• Your task: Write out the records word for word, with no pictures.

• Entries supplied:
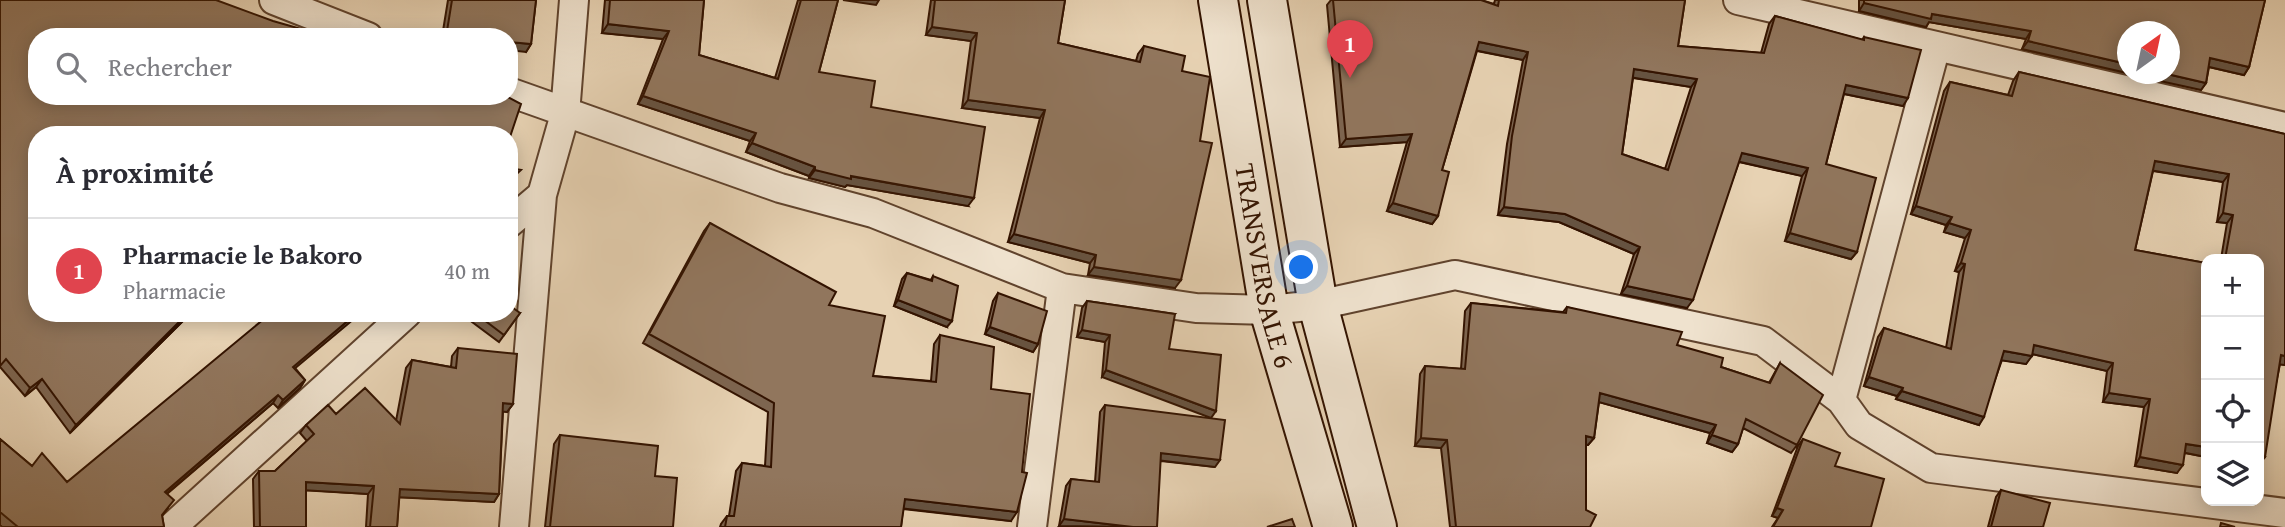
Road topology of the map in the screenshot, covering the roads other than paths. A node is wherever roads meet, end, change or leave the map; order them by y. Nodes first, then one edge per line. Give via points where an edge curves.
1 (274, 0) edge
2 (574, 0) edge
3 (1218, 0) edge
4 (1267, 0) edge
5 (1738, 0) edge
6 (345, 28) edge
7 (1936, 46) junction
8 (518, 96) edge
9 (565, 114) junction
10 (2285, 127) edge
11 (542, 195) junction
12 (518, 215) edge
13 (1062, 288) junction
14 (1318, 305) junction
15 (1269, 310) junction
16 (397, 322) edge
17 (1840, 400) junction
18 (2285, 513) edge
19 (172, 527) edge
20 (514, 527) edge
21 (1032, 527) edge
22 (1333, 527) edge
23 (1377, 527) edge

1 - 6 street
2 - 9 street
3 - 15 main road, TRANSVERSALE 6
4 - 14 main road, TRANSVERSALE 6
5 - 7 street
7 - 10 street
7 - 17 street
8 - 9 street
9 - 11 street
9 - 13 street via 780,188 873,213
11 - 12 street
11 - 20 street
13 - 15 street via 1196,308
13 - 21 street
14 - 15 street
14 - 17 street via 1455,275 1763,341
14 - 23 main road, TRANSVERSALE 6
15 - 22 main road, TRANSVERSALE 6
16 - 19 street
17 - 18 street via 1859,425 1931,468

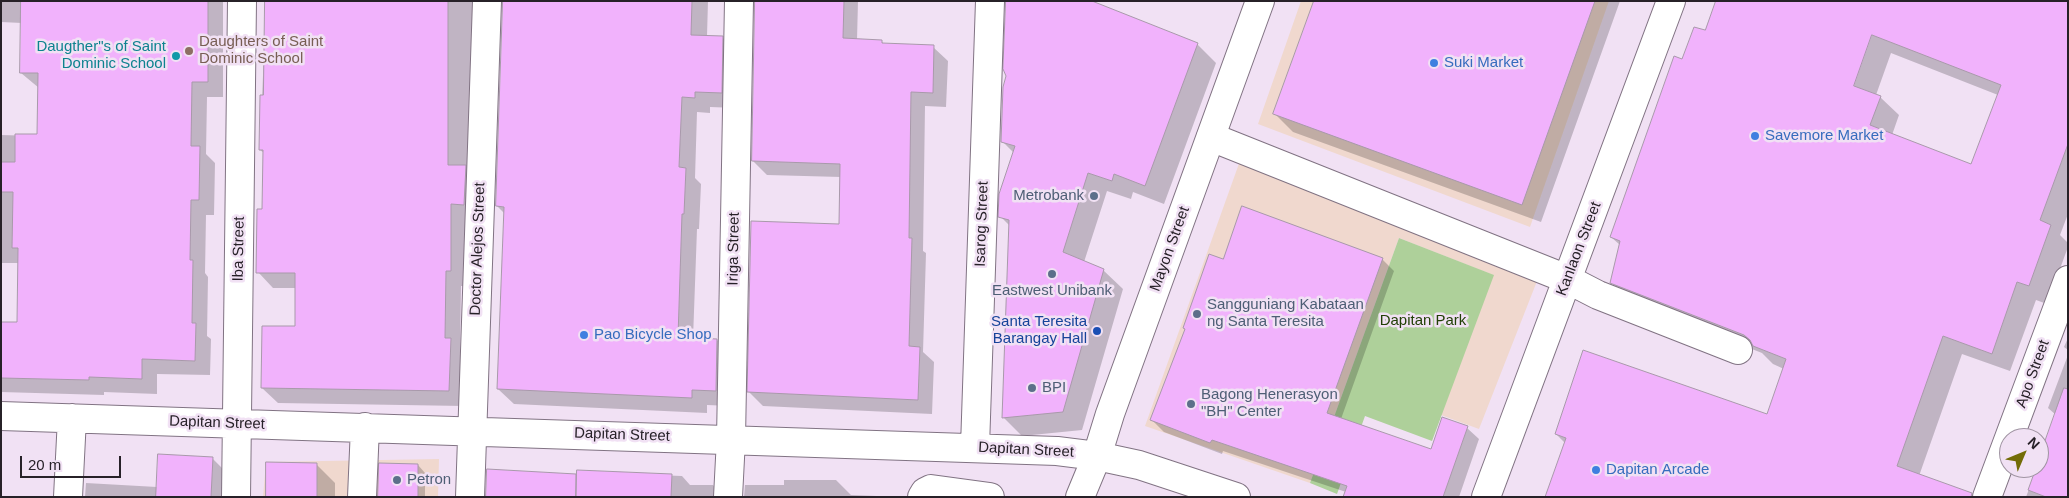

• Output of the task:
Road topology of the map in the screenshot, covering the roads other than paths. A node is wherever roads meet, end, change or leave the map; order them by y. Nodes first, then one edge per line. Give via points where an edge curves.
1 (274, 0) edge
2 (574, 0) edge
3 (1218, 0) edge
4 (1267, 0) edge
5 (1738, 0) edge
6 (345, 28) edge
7 (1936, 46) junction
8 (518, 96) edge
9 (565, 114) junction
10 (2285, 127) edge
11 (542, 195) junction
12 (518, 215) edge
13 (1062, 288) junction
14 (1318, 305) junction
15 (1269, 310) junction
16 (397, 322) edge
17 (1840, 400) junction
18 (2285, 513) edge
19 (172, 527) edge
20 (514, 527) edge
21 (1032, 527) edge
22 (1333, 527) edge
23 (1377, 527) edge

1 - 6 street
2 - 9 street
3 - 15 main road, TRANSVERSALE 6
4 - 14 main road, TRANSVERSALE 6
5 - 7 street
7 - 10 street
7 - 17 street
8 - 9 street
9 - 11 street
9 - 13 street via 780,188 873,213
11 - 12 street
11 - 20 street
13 - 15 street via 1196,308
13 - 21 street
14 - 15 street
14 - 17 street via 1455,275 1763,341
14 - 23 main road, TRANSVERSALE 6
15 - 22 main road, TRANSVERSALE 6
16 - 19 street
17 - 18 street via 1859,425 1931,468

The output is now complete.